WHAT YOU SHOULD DO: The records underneath are to be repeated exactly, with the pictures left out.

----- INPUT RECORDS

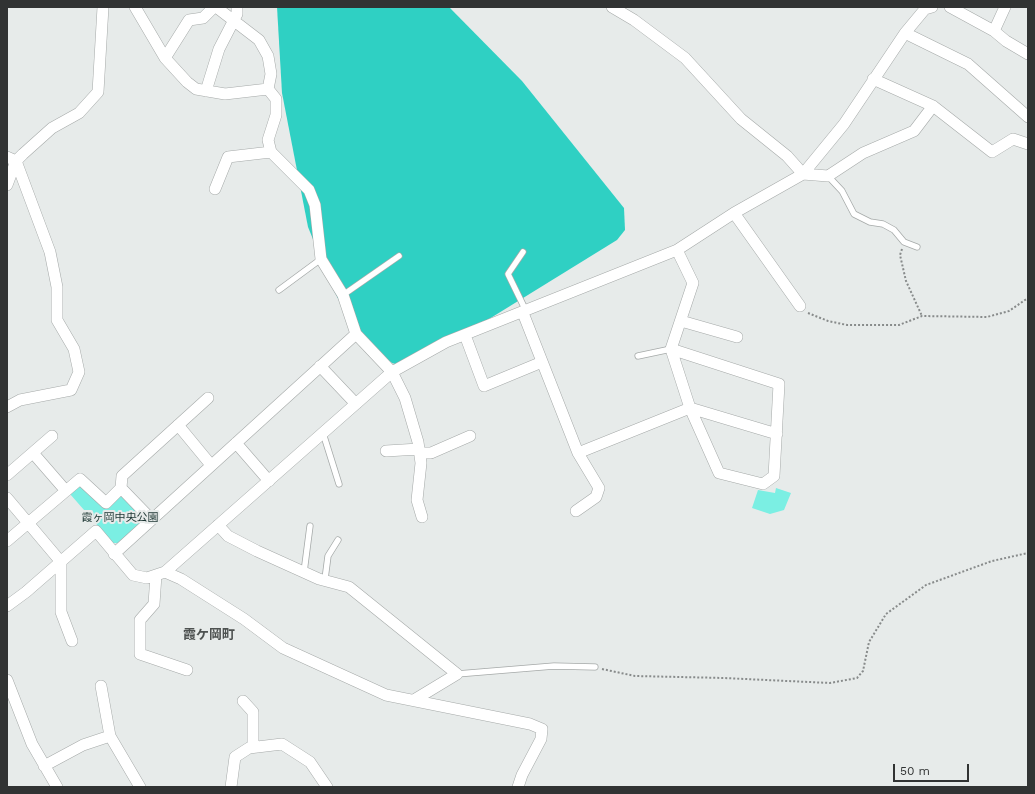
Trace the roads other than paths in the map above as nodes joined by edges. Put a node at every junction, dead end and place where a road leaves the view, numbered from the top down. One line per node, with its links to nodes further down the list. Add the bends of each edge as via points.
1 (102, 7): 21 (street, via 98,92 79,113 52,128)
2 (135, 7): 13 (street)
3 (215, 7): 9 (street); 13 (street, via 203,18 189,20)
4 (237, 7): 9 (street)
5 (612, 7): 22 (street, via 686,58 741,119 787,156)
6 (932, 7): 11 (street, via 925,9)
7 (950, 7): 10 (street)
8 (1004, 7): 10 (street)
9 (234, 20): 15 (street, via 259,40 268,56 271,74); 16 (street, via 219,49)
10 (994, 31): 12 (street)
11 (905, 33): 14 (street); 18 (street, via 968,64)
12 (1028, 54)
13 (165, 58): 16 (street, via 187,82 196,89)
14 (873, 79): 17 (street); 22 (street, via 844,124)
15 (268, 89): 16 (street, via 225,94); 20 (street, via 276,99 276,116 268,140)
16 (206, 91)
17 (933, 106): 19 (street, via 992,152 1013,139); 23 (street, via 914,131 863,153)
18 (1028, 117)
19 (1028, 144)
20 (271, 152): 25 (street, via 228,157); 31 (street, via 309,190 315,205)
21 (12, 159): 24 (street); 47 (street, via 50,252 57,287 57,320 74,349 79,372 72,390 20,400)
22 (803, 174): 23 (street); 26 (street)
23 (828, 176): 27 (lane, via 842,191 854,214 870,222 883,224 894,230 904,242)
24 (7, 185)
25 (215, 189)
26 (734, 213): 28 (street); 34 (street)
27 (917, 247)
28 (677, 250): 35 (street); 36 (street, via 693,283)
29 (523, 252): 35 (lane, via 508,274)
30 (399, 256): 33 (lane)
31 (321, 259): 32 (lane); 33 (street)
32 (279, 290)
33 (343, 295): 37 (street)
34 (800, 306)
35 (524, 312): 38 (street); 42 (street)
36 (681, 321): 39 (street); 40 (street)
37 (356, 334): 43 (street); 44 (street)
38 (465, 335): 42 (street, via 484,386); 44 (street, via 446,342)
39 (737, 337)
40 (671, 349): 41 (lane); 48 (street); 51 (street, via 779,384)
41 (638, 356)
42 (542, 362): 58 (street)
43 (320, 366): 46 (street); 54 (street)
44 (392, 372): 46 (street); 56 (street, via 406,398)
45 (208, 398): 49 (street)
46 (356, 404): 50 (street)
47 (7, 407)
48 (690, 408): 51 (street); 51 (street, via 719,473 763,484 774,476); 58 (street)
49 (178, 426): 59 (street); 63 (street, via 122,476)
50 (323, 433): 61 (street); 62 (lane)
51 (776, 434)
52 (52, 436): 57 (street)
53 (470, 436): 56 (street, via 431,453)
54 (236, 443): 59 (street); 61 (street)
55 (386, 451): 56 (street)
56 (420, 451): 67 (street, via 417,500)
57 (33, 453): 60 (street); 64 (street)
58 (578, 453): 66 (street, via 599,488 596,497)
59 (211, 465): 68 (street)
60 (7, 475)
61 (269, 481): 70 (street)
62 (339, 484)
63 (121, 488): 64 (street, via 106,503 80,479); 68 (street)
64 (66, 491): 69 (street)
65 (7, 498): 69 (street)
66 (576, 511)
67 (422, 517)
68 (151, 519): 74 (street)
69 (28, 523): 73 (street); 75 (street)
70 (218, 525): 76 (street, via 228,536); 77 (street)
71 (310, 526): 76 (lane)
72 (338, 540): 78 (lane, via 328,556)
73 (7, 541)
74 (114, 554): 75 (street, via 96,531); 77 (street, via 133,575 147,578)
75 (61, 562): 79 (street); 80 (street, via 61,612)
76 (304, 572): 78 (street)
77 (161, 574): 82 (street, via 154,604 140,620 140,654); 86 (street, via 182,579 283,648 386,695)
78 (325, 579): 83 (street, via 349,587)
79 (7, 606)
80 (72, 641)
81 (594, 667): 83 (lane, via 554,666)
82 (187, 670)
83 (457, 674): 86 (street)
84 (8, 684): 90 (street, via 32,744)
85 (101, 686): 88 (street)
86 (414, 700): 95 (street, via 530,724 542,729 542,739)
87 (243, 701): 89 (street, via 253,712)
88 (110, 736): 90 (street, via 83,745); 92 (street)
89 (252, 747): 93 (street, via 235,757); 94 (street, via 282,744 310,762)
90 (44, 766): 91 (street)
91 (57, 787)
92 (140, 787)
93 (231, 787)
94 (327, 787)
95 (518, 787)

----------

EXERCISE SOLUTION:
Trace the roads other than paths in the map above as nodes joined by edges. Put a node at every junction, dead end and place where a road leaves the view, numbered from the top down. One line per node, with its links to nodes further down the list. Add the bends of each edge as via points.
1 (102, 7): 21 (street, via 98,92 79,113 52,128)
2 (135, 7): 13 (street)
3 (215, 7): 9 (street); 13 (street, via 203,18 189,20)
4 (237, 7): 9 (street)
5 (612, 7): 22 (street, via 686,58 741,119 787,156)
6 (932, 7): 11 (street, via 925,9)
7 (950, 7): 10 (street)
8 (1004, 7): 10 (street)
9 (234, 20): 15 (street, via 259,40 268,56 271,74); 16 (street, via 219,49)
10 (994, 31): 12 (street)
11 (905, 33): 14 (street); 18 (street, via 968,64)
12 (1028, 54)
13 (165, 58): 16 (street, via 187,82 196,89)
14 (873, 79): 17 (street); 22 (street, via 844,124)
15 (268, 89): 16 (street, via 225,94); 20 (street, via 276,99 276,116 268,140)
16 (206, 91)
17 (933, 106): 19 (street, via 992,152 1013,139); 23 (street, via 914,131 863,153)
18 (1028, 117)
19 (1028, 144)
20 (271, 152): 25 (street, via 228,157); 31 (street, via 309,190 315,205)
21 (12, 159): 24 (street); 47 (street, via 50,252 57,287 57,320 74,349 79,372 72,390 20,400)
22 (803, 174): 23 (street); 26 (street)
23 (828, 176): 27 (lane, via 842,191 854,214 870,222 883,224 894,230 904,242)
24 (7, 185)
25 (215, 189)
26 (734, 213): 28 (street); 34 (street)
27 (917, 247)
28 (677, 250): 35 (street); 36 (street, via 693,283)
29 (523, 252): 35 (lane, via 508,274)
30 (399, 256): 33 (lane)
31 (321, 259): 32 (lane); 33 (street)
32 (279, 290)
33 (343, 295): 37 (street)
34 (800, 306)
35 (524, 312): 38 (street); 42 (street)
36 (681, 321): 39 (street); 40 (street)
37 (356, 334): 43 (street); 44 (street)
38 (465, 335): 42 (street, via 484,386); 44 (street, via 446,342)
39 (737, 337)
40 (671, 349): 41 (lane); 48 (street); 51 (street, via 779,384)
41 (638, 356)
42 (542, 362): 58 (street)
43 (320, 366): 46 (street); 54 (street)
44 (392, 372): 46 (street); 56 (street, via 406,398)
45 (208, 398): 49 (street)
46 (356, 404): 50 (street)
47 (7, 407)
48 (690, 408): 51 (street); 51 (street, via 719,473 763,484 774,476); 58 (street)
49 (178, 426): 59 (street); 63 (street, via 122,476)
50 (323, 433): 61 (street); 62 (lane)
51 (776, 434)
52 (52, 436): 57 (street)
53 (470, 436): 56 (street, via 431,453)
54 (236, 443): 59 (street); 61 (street)
55 (386, 451): 56 (street)
56 (420, 451): 67 (street, via 417,500)
57 (33, 453): 60 (street); 64 (street)
58 (578, 453): 66 (street, via 599,488 596,497)
59 (211, 465): 68 (street)
60 (7, 475)
61 (269, 481): 70 (street)
62 (339, 484)
63 (121, 488): 64 (street, via 106,503 80,479); 68 (street)
64 (66, 491): 69 (street)
65 (7, 498): 69 (street)
66 (576, 511)
67 (422, 517)
68 (151, 519): 74 (street)
69 (28, 523): 73 (street); 75 (street)
70 (218, 525): 76 (street, via 228,536); 77 (street)
71 (310, 526): 76 (lane)
72 (338, 540): 78 (lane, via 328,556)
73 (7, 541)
74 (114, 554): 75 (street, via 96,531); 77 (street, via 133,575 147,578)
75 (61, 562): 79 (street); 80 (street, via 61,612)
76 (304, 572): 78 (street)
77 (161, 574): 82 (street, via 154,604 140,620 140,654); 86 (street, via 182,579 283,648 386,695)
78 (325, 579): 83 (street, via 349,587)
79 (7, 606)
80 (72, 641)
81 (594, 667): 83 (lane, via 554,666)
82 (187, 670)
83 (457, 674): 86 (street)
84 (8, 684): 90 (street, via 32,744)
85 (101, 686): 88 (street)
86 (414, 700): 95 (street, via 530,724 542,729 542,739)
87 (243, 701): 89 (street, via 253,712)
88 (110, 736): 90 (street, via 83,745); 92 (street)
89 (252, 747): 93 (street, via 235,757); 94 (street, via 282,744 310,762)
90 (44, 766): 91 (street)
91 (57, 787)
92 (140, 787)
93 (231, 787)
94 (327, 787)
95 (518, 787)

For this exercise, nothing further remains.